Israel and Hamas have reportedly been indirectly negotiating a ceasefire deal in recent weeks through the Egyptian General Intelligence Services and United Nations Special Envoy to the Middle East Peace Process Nikolay Mladenov.
While the parties have not agreed on final terms — and there is no certainty that they will — a number of reports have mentioned that such a deal would provide for the end of violence and tensions in the border region between Gaza and Israel for a set period of time, a significant easing of Israel’s blockade on the Hamas-run Strip, and hundred of millions of dollars of investment in development projects in the territory.
Many Palestinians in Gaza, who have suffered through overwhelmingly inadequate hours of available electricity, excessively dirty drinking water, acutely high rates of unemployment and an overall dire humanitarian crisis, hope the possible agreement will come to fruition.

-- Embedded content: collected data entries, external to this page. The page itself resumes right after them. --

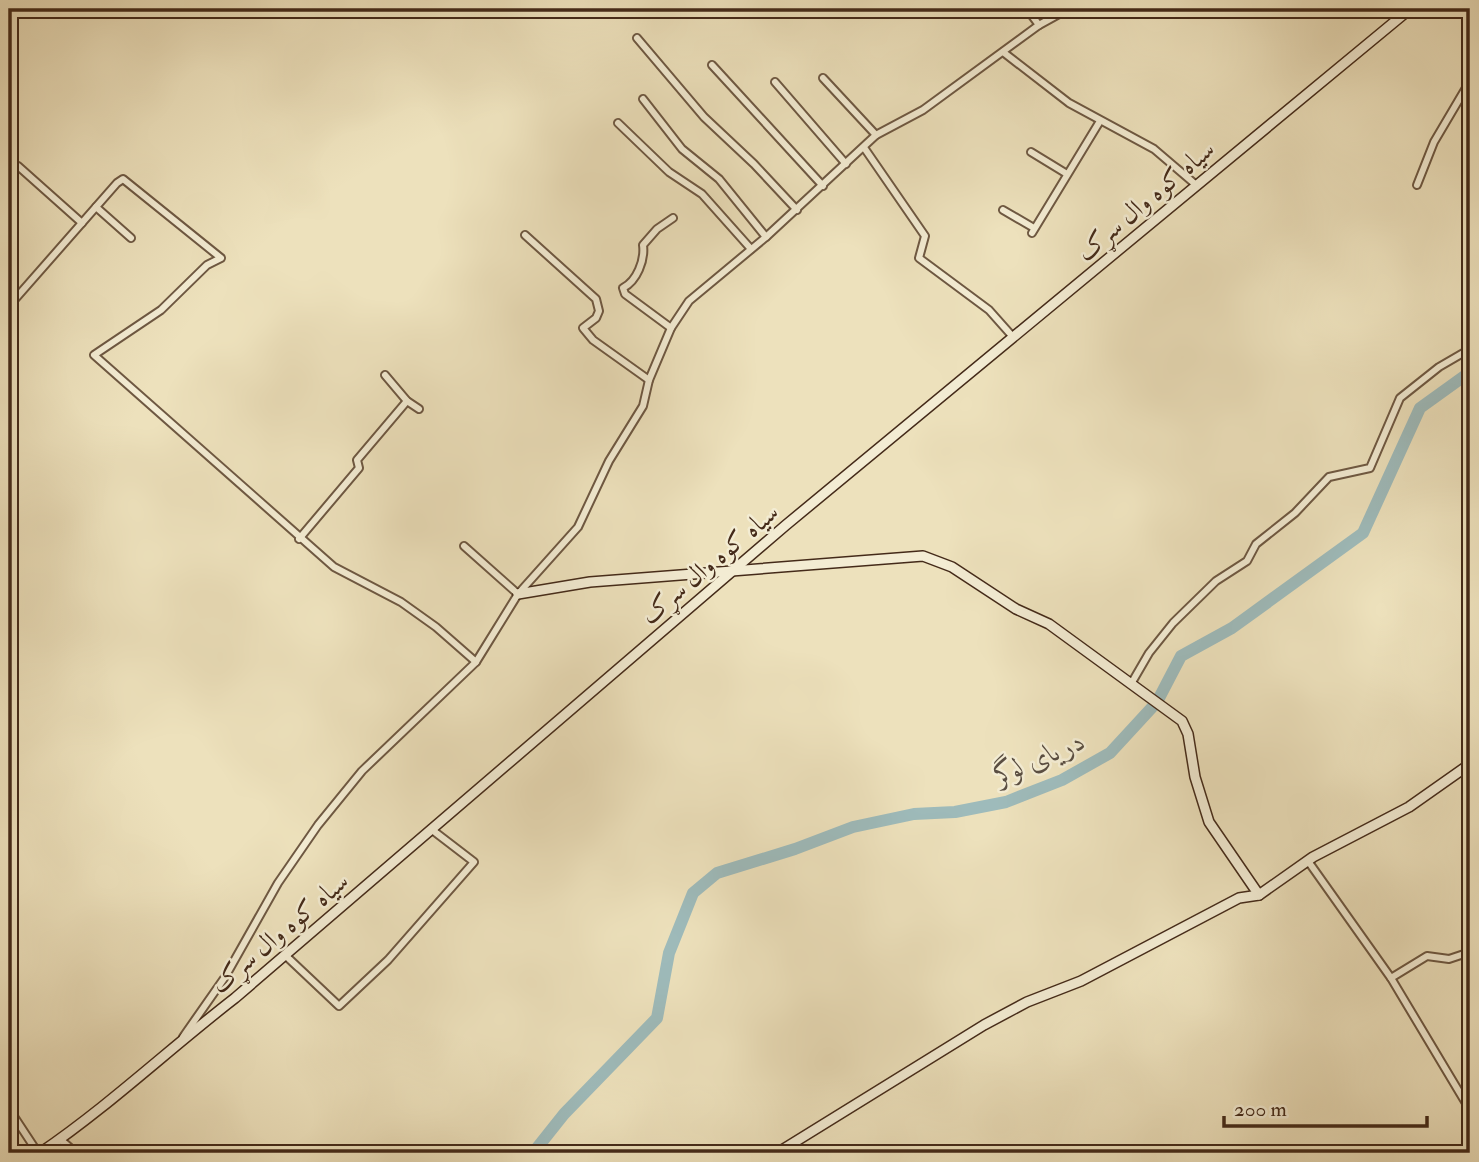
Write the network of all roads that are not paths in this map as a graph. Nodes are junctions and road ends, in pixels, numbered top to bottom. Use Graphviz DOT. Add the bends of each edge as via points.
graph roads {
  1 [pos="1027,9"];
  2 [pos="1068,9"];
  3 [pos="1410,9"];
  4 [pos="1039,25"];
  5 [pos="637,38"];
  6 [pos="1003,52"];
  7 [pos="712,65"];
  8 [pos="823,78"];
  9 [pos="1470,81"];
  10 [pos="775,82"];
  11 [pos="643,99"];
  12 [pos="1100,121"];
  13 [pos="618,123"];
  14 [pos="876,135"];
  15 [pos="865,149"];
  16 [pos="1031,152"];
  17 [pos="846,164"];
  18 [pos="18,166"];
  19 [pos="1067,174"];
  20 [pos="1195,184"];
  21 [pos="1417,185"];
  22 [pos="823,186"];
  23 [pos="96,207"];
  24 [pos="797,210"];
  25 [pos="1003,210"];
  26 [pos="673,218"];
  27 [pos="82,223"];
  28 [pos="525,234"];
  29 [pos="766,237"];
  30 [pos="131,238"];
  31 [pos="751,249"];
  32 [pos="9,306"];
  33 [pos="670,328"];
  34 [pos="1013,337"];
  35 [pos="1470,349"];
  36 [pos="384,376"];
  37 [pos="649,380"];
  38 [pos="407,401"];
  39 [pos="419,409"];
  40 [pos="299,539"];
  41 [pos="464,545"];
  42 [pos="733,570"];
  43 [pos="518,594"];
  44 [pos="476,662"];
  45 [pos="1131,684"];
  46 [pos="1470,764"];
  47 [pos="432,829"];
  48 [pos="1308,861"];
  49 [pos="1259,895"];
  50 [pos="1470,952"];
  51 [pos="285,955"];
  52 [pos="1391,978"];
  53 [pos="182,1039"];
  54 [pos="1470,1110"];
  55 [pos="13,1115"];
  56 [pos="60,1139"];
  57 [pos="39,1153"];
  58 [pos="76,1153"];
  59 [pos="777,1153"];
  1 -- 4 [label="street"];
  2 -- 4 [label="street"];
  3 -- 20 [label="street, سیاه کوه وال سړک"];
  4 -- 6 [label="street"];
  5 -- 24 [label="street" via="704,117"];
  6 -- 12 [label="street"];
  6 -- 14 [label="street" via="923,110"];
  7 -- 22 [label="street"];
  8 -- 14 [label="street"];
  9 -- 21 [label="street" via="1433,142"];
  10 -- 17 [label="street"];
  11 -- 29 [label="street" via="682,149 719,179"];
  12 -- 19 [label="street"];
  12 -- 20 [label="street" via="1154,149"];
  13 -- 31 [label="street" via="669,172 702,194"];
  14 -- 15 [label="street"];
  15 -- 17 [label="street"];
  15 -- 34 [label="street" via="925,236 919,257 989,310"];
  16 -- 19 [label="street"];
  17 -- 22 [label="street"];
  18 -- 27 [label="street"];
  19 -- 25 [label="street" via="1033,231"];
  20 -- 34 [label="street, سیاه کوه وال سړک"];
  22 -- 24 [label="street"];
  23 -- 27 [label="street"];
  23 -- 30 [label="street"];
  23 -- 40 [label="street" via="123,179 221,258 207,265 161,310 94,355"];
  24 -- 29 [label="street"];
  26 -- 33 [label="street" via="643,245 644,256 631,284 623,289"];
  27 -- 32 [label="street"];
  28 -- 37 [label="street" via="596,299 596,318 583,328 593,340"];
  29 -- 31 [label="street"];
  31 -- 33 [label="street" via="690,301"];
  33 -- 37 [label="street"];
  34 -- 42 [label="street, سیاه کوه وال سړک"];
  35 -- 45 [label="street" via="1400,398 1370,468 1329,477 1295,513 1256,544 1247,561 1216,581 1182,614 1149,653"];
  36 -- 38 [label="street"];
  37 -- 43 [label="street" via="643,406 609,461 578,527"];
  38 -- 39 [label="street"];
  38 -- 40 [label="street"];
  40 -- 44 [label="street" via="334,567 436,626"];
  41 -- 43 [label="street"];
  42 -- 43 [label="street" via="590,582"];
  42 -- 45 [label="street" via="923,556 952,567 1016,609 1049,624"];
  42 -- 47 [label="street, سیاه کوه وال سړک"];
  43 -- 44 [label="street"];
  44 -- 53 [label="street" via="362,771 318,825"];
  45 -- 49 [label="street" via="1174,714 1188,734 1209,822"];
  46 -- 48 [label="street" via="1409,807"];
  47 -- 51 [label="street, سیاه کوه وال سړک"];
  47 -- 51 [label="street" via="474,862 388,960 339,1006"];
  48 -- 49 [label="street"];
  48 -- 52 [label="street"];
  49 -- 59 [label="street" via="1239,898 1081,981 1001,1016"];
  50 -- 52 [label="street" via="1449,959 1427,956"];
  51 -- 53 [label="street, سیاه کوه وال سړک"];
  52 -- 54 [label="street"];
  53 -- 56 [label="street, سیاه کوه وال سړک" via="159,1063"];
  55 -- 57 [label="street"];
  56 -- 57 [label="street, سیاه کوه وال سړک"];
  56 -- 58 [label="street"];
}
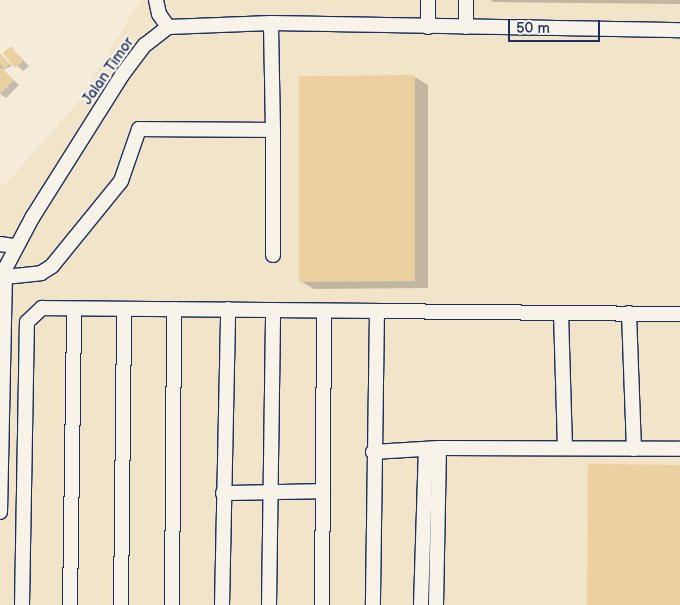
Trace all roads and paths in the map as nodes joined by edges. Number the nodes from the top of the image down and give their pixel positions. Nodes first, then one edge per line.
1 (156, 0) edge
2 (428, 0) edge
3 (466, 0) edge
4 (271, 23) junction
5 (168, 27) junction
6 (428, 27) junction
7 (466, 28) junction
8 (680, 30) edge
9 (273, 130) junction
10 (0, 244) edge
11 (15, 246) junction
12 (273, 255) dead end
13 (4, 277) junction
14 (74, 309) junction
15 (174, 309) junction
16 (228, 309) junction
17 (124, 310) junction
18 (273, 310) junction
19 (377, 311) junction
20 (324, 312) junction
21 (561, 312) junction
22 (629, 313) junction
23 (680, 314) edge
24 (565, 448) junction
25 (634, 448) junction
26 (433, 449) junction
27 (680, 449) edge
28 (373, 452) junction
29 (323, 491) junction
30 (269, 492) junction
31 (223, 493) junction
32 (0, 512) edge
33 (22, 605) edge
34 (70, 605) edge
35 (121, 605) edge
36 (172, 605) edge
37 (222, 605) edge
38 (268, 605) edge
39 (322, 605) edge
40 (372, 605) edge
41 (421, 605) edge
42 (436, 605) edge

1 - 5 street
2 - 6 street
3 - 7 street
4 - 5 street
4 - 6 street
4 - 9 street
5 - 11 street, Jalan Timor
6 - 7 street
7 - 8 street
9 - 12 street
9 - 13 street
10 - 11 street
11 - 13 street, Jalan Timor
13 - 32 street, Jalan Timor
14 - 17 street
14 - 33 street
14 - 34 street
15 - 16 street
15 - 17 street
15 - 36 street
16 - 18 street
16 - 31 street
17 - 35 street
18 - 20 street
18 - 30 street
19 - 20 street
19 - 21 street
19 - 28 street
20 - 29 street
21 - 22 street
21 - 24 street
22 - 23 street
22 - 25 street
24 - 25 street
24 - 26 street
25 - 27 street
26 - 28 street
26 - 41 street
26 - 42 street
28 - 40 street
29 - 30 street
29 - 39 street
30 - 31 street
30 - 38 street
31 - 37 street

For Palestinian Authority President Mahmoud Abbas, however, the prospect of a long-term ceasefire between Israel and Hamas is anything but desirable.
“Over my dead body, there will be a ceasefire between Israel and Hamas,” Abbas has said, an unnamed senior Fatah official told Israel’s Channel 10 on Tuesday.

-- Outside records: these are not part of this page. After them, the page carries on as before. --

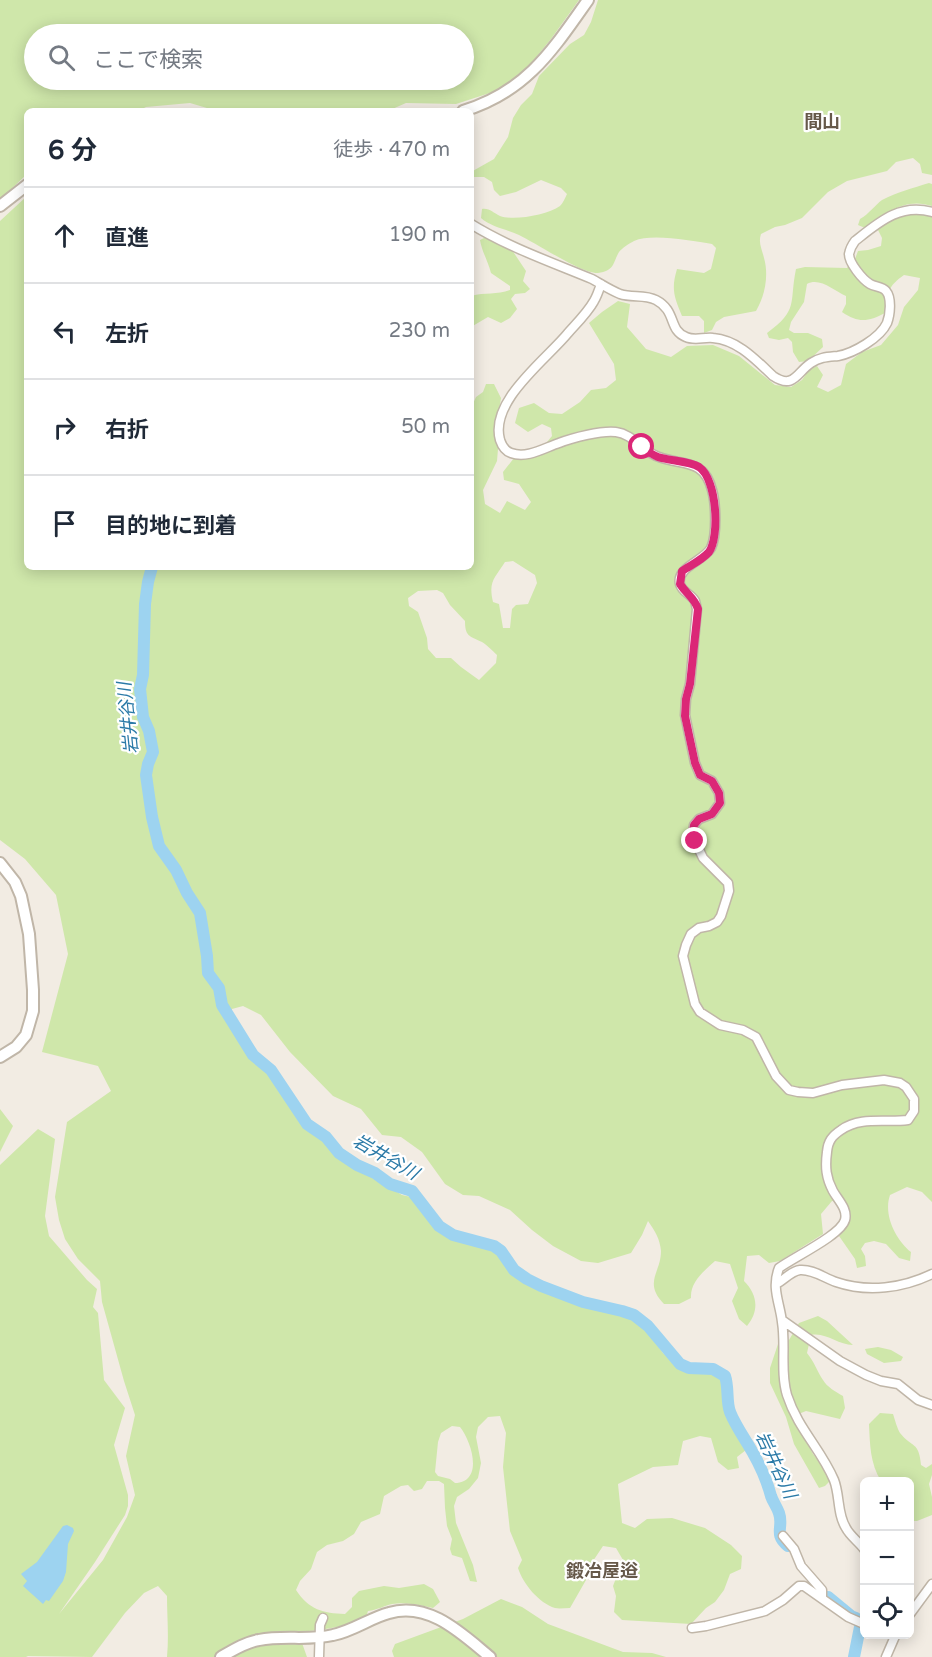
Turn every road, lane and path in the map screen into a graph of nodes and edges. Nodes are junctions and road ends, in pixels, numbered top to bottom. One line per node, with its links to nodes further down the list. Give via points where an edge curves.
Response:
1 (588, 0): 2 (street, via 542,62 497,98)
2 (471, 108)
3 (24, 187): 4 (street)
4 (0, 206)
5 (932, 212): 7 (street, via 903,210 855,241 850,259 866,282 881,287 889,297 886,324 857,350 821,358 788,381 773,376 737,345 722,339 686,338 673,324 669,310 653,298 625,296)
6 (474, 226): 7 (street)
7 (601, 284): 11 (street, via 594,302 509,400 502,411 499,437 510,453 521,455 574,438 618,432 658,457 700,467 709,480 715,514 713,541 703,558 682,571 680,578 684,591 698,609 685,716 695,763 700,775 712,781 720,803 712,814 694,825 695,841 703,858 728,883 729,891 717,922 699,928 686,945 683,956 695,1004 720,1025 756,1037 776,1076 789,1090 813,1093 884,1080 900,1083 914,1099 914,1112 908,1120 848,1125 833,1136 828,1143 825,1169 845,1210 845,1220 829,1238 779,1268)
8 (0, 863): 9 (street, via 15,882 23,903 33,990 33,1011 26,1035)
9 (0, 1058)
10 (932, 1274): 11 (street, via 901,1286 858,1287 800,1270)
11 (776, 1284): 12 (street)
12 (782, 1320): 13 (street, via 840,1361 881,1381 898,1384 918,1400); 15 (street, via 786,1393 796,1417 829,1468 843,1522)
13 (932, 1405)
14 (783, 1536): 17 (street, via 822,1590)
15 (860, 1545)
16 (932, 1584): 18 (street)
17 (822, 1598): 20 (street); 21 (street, via 799,1586 765,1611)
18 (914, 1607)
19 (323, 1618): 22 (street)
20 (860, 1622)
21 (692, 1628)
22 (318, 1637): 24 (street, via 258,1640); 25 (street); 26 (street, via 405,1610 439,1618)
23 (894, 1639): 27 (street)
24 (221, 1657)
25 (319, 1657)
26 (490, 1657)
27 (886, 1657)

One reason Abbas staunchly opposes such a deal is because he wants the PA to be in control of Gaza before it is achieved.
“It is not possible to talk about a ceasefire before we achieve reconciliation,” Hussein al-Sheikh, a close confidant of Abbas and Fatah Central Committee member, told PA television on Monday evening.
What al-Sheikh means by his comments is that no ceasefire deal can precede the implementation of an internal Palestinian reconciliation agreement which includes the PA retaking control of Gaza.
Hamas has controlled Gaza since it forcibly ousted the Fatah-dominated PA in 2007. While Fatah and Hamas have signed deals to bring Gaza under one government, they have repeatedly failed to implement them.
“The PA is the only party that has the legitimacy to oversee the development of Gaza,” a senior Fatah official, who spoke on the condition of anonymity, told The Times of Israel. “Neither the Palestinian leadership nor the international community can allow for a party that illegally took over Gaza to manage the development of it… Otherwise the divide between the West Bank and Gaza will be further cemented.”
Another reason Abbas strongly stands against a possible ceasefire accord is that he believes the PLO alone should negotiate it.
“The PLO is the only party that can negotiate on behalf of the Palestinian people,” said Ahmad Majdalani, a PLO Executive Committee member. “We are not against a ceasefire. In fact, we support a ceasefire, but the PLO must negotiate it. Hamas has no legitimacy to conclude it.”
Abbas and the Ramallah-based Palestinian leadership often repeat the idea that the PLO “is the sole, legitimate representative of the Palestinian people.”
A ceasefire deal between Israel and Hamas, which is not a member of the PLO, would appear to challenge that notion. It would seem to show that Israel and some members of the international community are prepared to work with Hamas and bypass the PLO and PA when dealing with Gaza.
A ceasefire deal would seem to isolate Abbas in Gaza, while legitimizing Hamas and its rule in the Strip, which he has bitterly fought since the group seized control of the territory.
“It is either the PLO that negotiates the deal or no one,” the senior Fatah official said.